If real men burped, real reviewers were nosy as hell. Despite strategic wax seals on two of its screws, your scribe popped the bottom cover to spy while looking for spooks over his shoulder. I didn't spot any StB agents of the KGB's Czech bureau. Phew! Internal construction mirrored the outer - tidy, no-nonsense.
In short, nothing to suggest that the vaunted QC of KR Audio's tubes didn't extend with the same fervor to their electronics manufacture. While Antares' 83.7 lbs could double as boat anchor to the cynics, a 1V input sensitivity, input impedance of 100kOhms and 180VA of max power consumption all indicated a thoroughly modern amplifier. For further details, I'd have to hand the mic to KR Audio - but not before shocking you with the good price-of-admission news:


By selecting Aydn.Com as their exclusive US distributor -- who subsequently and fortuitously decided to forgo the time-consuming, pay-ya-later process of establishing a dealer network and handle all sales, tube testing/matching and service issues in-house and consumer-direct -- KR Audio can sell their new Antares VA320 for a paltry$4,800 rather than the $9-10K it otherwise would clock in at.

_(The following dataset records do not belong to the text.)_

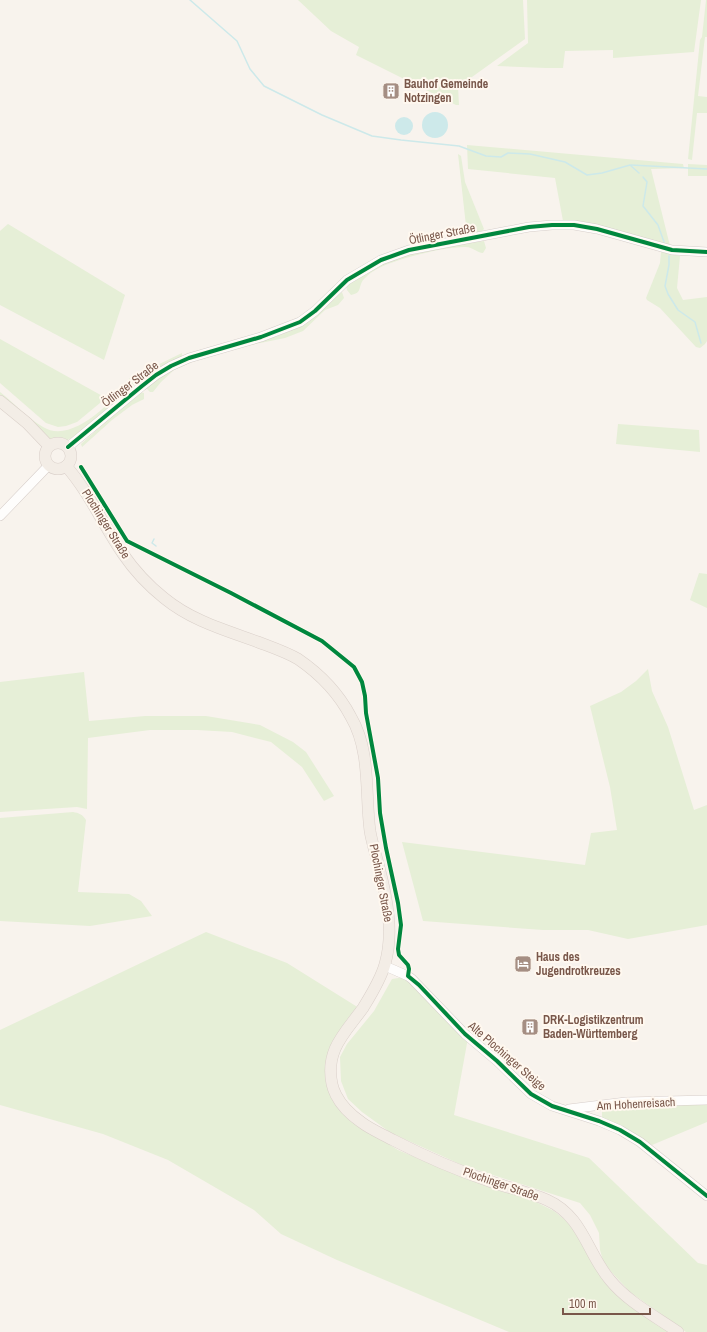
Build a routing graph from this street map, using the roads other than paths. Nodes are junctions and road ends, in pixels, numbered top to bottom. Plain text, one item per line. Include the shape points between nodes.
1 (707, 252) edge
2 (0, 401) edge
3 (49, 446) junction
4 (68, 447) junction
5 (49, 465) junction
6 (66, 466) junction
7 (0, 516) edge
8 (384, 966) junction
9 (707, 1100) edge
10 (566, 1109) junction
11 (707, 1196) edge
12 (678, 1332) edge

1 - 4 street, Ötlinger Straße via 672,250 574,225 529,228 409,250 381,260 353,276 300,322 171,366 146,382
2 - 3 main road via 27,423
3 - 4 main road via 58,442
3 - 5 main road via 45,452
4 - 6 main road via 71,458
5 - 6 main road via 60,469
5 - 7 street
6 - 8 main road, Plochinger Straße via 124,555 142,578 164,598 203,622 269,646 296,659 324,681 347,710 360,740 365,765 370,833 387,903 388,949
8 - 10 street, Alte Plochinger Steige via 412,979 465,1034 531,1094
8 - 12 main road, Plochinger Straße via 367,1001 338,1041 330,1062 334,1093 344,1108 364,1124 421,1154 468,1174 548,1200 562,1208 576,1223 601,1268 614,1285
9 - 10 street, Am Hohenreisach via 626,1102
10 - 11 street, Alte Plochinger Steige via 620,1130 653,1152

Now, anyone calling $5K paltry is a shmuck. Still, considering what you get? Call it a fancy bit of fully justified writerly license. You'd excuse and forgive it as apt and fitting the moment your back made acquaintances with this beast, never mind your ears. Before we finally do that -- the nasty ear fetish indulgence -- here's what else I learned from Eunice about Antares, Scorpion King of single-ended triode amplifiers:

The 842's VV32B predecessor was a carryover from the days when Dr. Kron and Alesa Vaic collaborated under the Vaic Valve brand. When the company became Vaic Valve Productions with the influx of Swiss venture capital, the tube was renamed KR 32B and continued being built under said code even under the new management of KR Enterprise. This tube was lower in power than Dr. Kron's engineering requirements. Once he realized the terminal status of his medical condition which prompted his buy-out of all investors to form the current sole-ownership KR Audio Electronics, he revisited the 32B, beefed up its anode to increase peak current capability with 65 watts of plate dissipation and up to 22 watts of output power and changed the designation to KR 842VHD.

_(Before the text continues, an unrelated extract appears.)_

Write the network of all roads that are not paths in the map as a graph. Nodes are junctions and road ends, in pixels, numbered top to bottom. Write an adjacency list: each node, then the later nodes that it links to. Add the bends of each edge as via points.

Built on the same chassis as Kronzilla with its mighty 1610 triodes, the VR320 Baby Kronzilla ups the older -- and still in the line -- VR300's output rating from 12 to 20 watts. This brings it within 2-watt spitting distance of both stereo Kronzilla and the 842-equipped VT 850 monos. Only the paralleled 1610 Kronzilla monos with their 42 watts spill more go juice. An astute observer perusing the current KR Audio catalogue would notice that though the company manufactures a number of celebrated tubes, the only valves employed in its own amps are either today's 842VHD or the humongous 1610 - no 300BXLS, PX-25 or 845 for KR Audio electronics. Add to that the presence of the VT20, VT250 and Kronzilla HD solid-state amplifiers; the already noted absence of small-signal tubes in the valve-output circuits - and you'd suspect even before listening that the KR Audio aural aesthetic has little in common with traditional thermionic notions. Rather, what seems on the agenda is the cloning of tube and solid-state virtues to blur the lines of recognizable output devices.

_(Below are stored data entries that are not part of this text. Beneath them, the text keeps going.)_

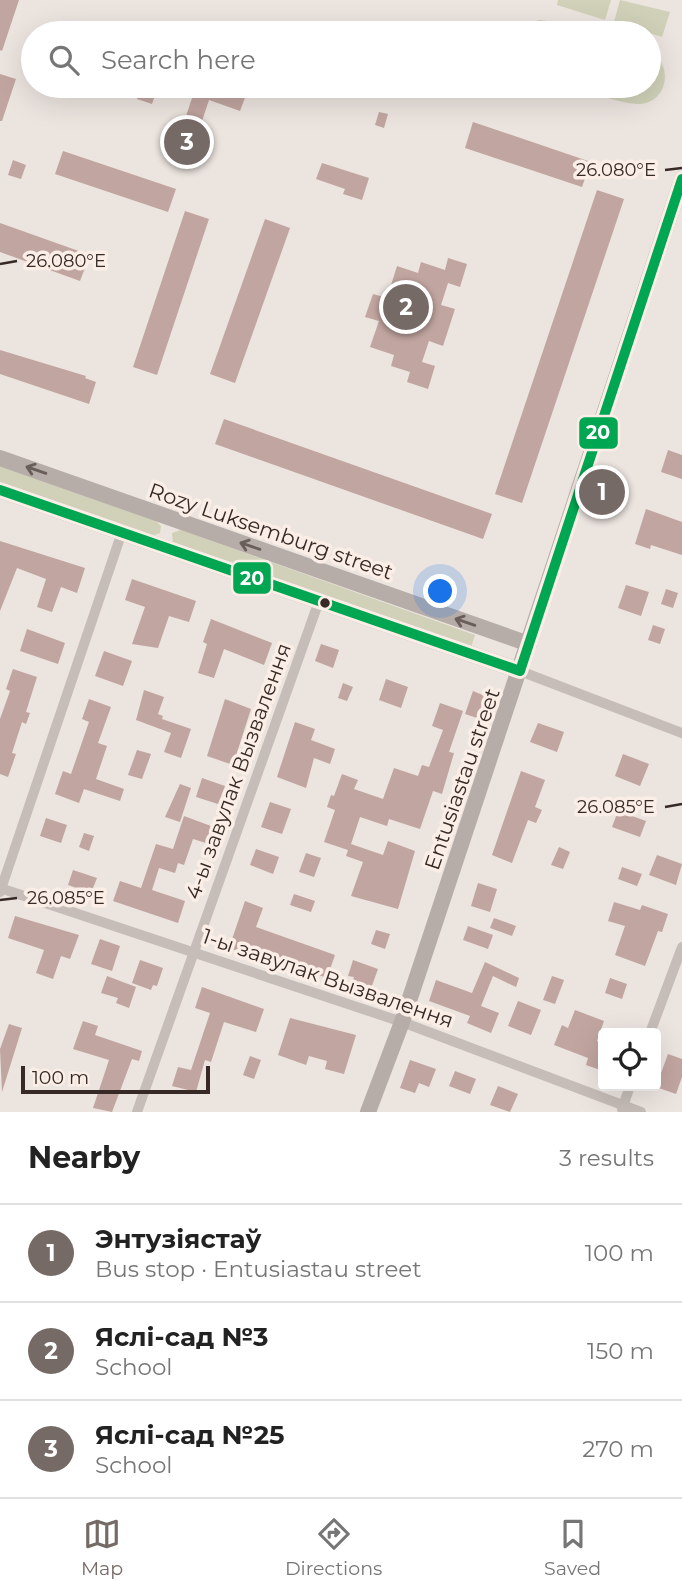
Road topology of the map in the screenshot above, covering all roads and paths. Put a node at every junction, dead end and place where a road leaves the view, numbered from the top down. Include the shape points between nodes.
1 (682, 178) edge
2 (0, 458) edge
3 (0, 490) edge
4 (122, 533) junction
5 (319, 601) junction
6 (529, 645) junction
7 (520, 671) junction
8 (682, 733) edge
9 (0, 890) edge
10 (682, 947) edge
11 (193, 951) junction
12 (402, 1023) junction
13 (652, 1028) edge
14 (628, 1091) edge
15 (622, 1109) edge
16 (137, 1112) edge
17 (368, 1112) edge
18 (641, 1112) edge

1 - 6 main road, Entusiastau street
6 -> 2 main road, Rozy Luksemburg street
3 - 4 main road
4 - 5 main road
4 - 9 street
5 - 7 main road
5 - 11 street, 4-ы завулак Вызвалення
6 - 7 main road, Entusiastau street
7 - 8 street
7 - 12 main road, Entusiastau street
9 - 11 street, 1-ы завулак Вызвалення
10 - 13 street
11 - 12 street, 1-ы завулак Вызвалення
11 - 16 street, 4-ы завулак Вызвалення
12 - 15 street, 1-ы завулак Вызвалення
12 - 17 main road, Entusiastau street
14 - 15 street
15 - 18 street, 1-ы завулак Вызвалення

Incidentally, that's exactly what listening to Baby Kronzilla confirmed from the very first tune after Sean at Aydn had pre-burned the unit for one solid month. Losing the left channel a few days into the proceedings caused me to dismantle the tube cage only to spot the [above right] ribbon filament completely hidden inside the anode structure glowing brightly in both tubes. I also noted that the dead channel's tube was significantly cooler than the other. Swapping tubes didn't resurrect the dead channel but confirmed that the left valve was working flawlessly in the right channel. Though I was supposed to figure this out on my own, it did take Eunice to suggest checking the anode fuses. Lo and behold, replacing the left channel's with one of the enclosed slow-blows solved the inconvenience and made me appreciate their easy access via the rear panel's bay.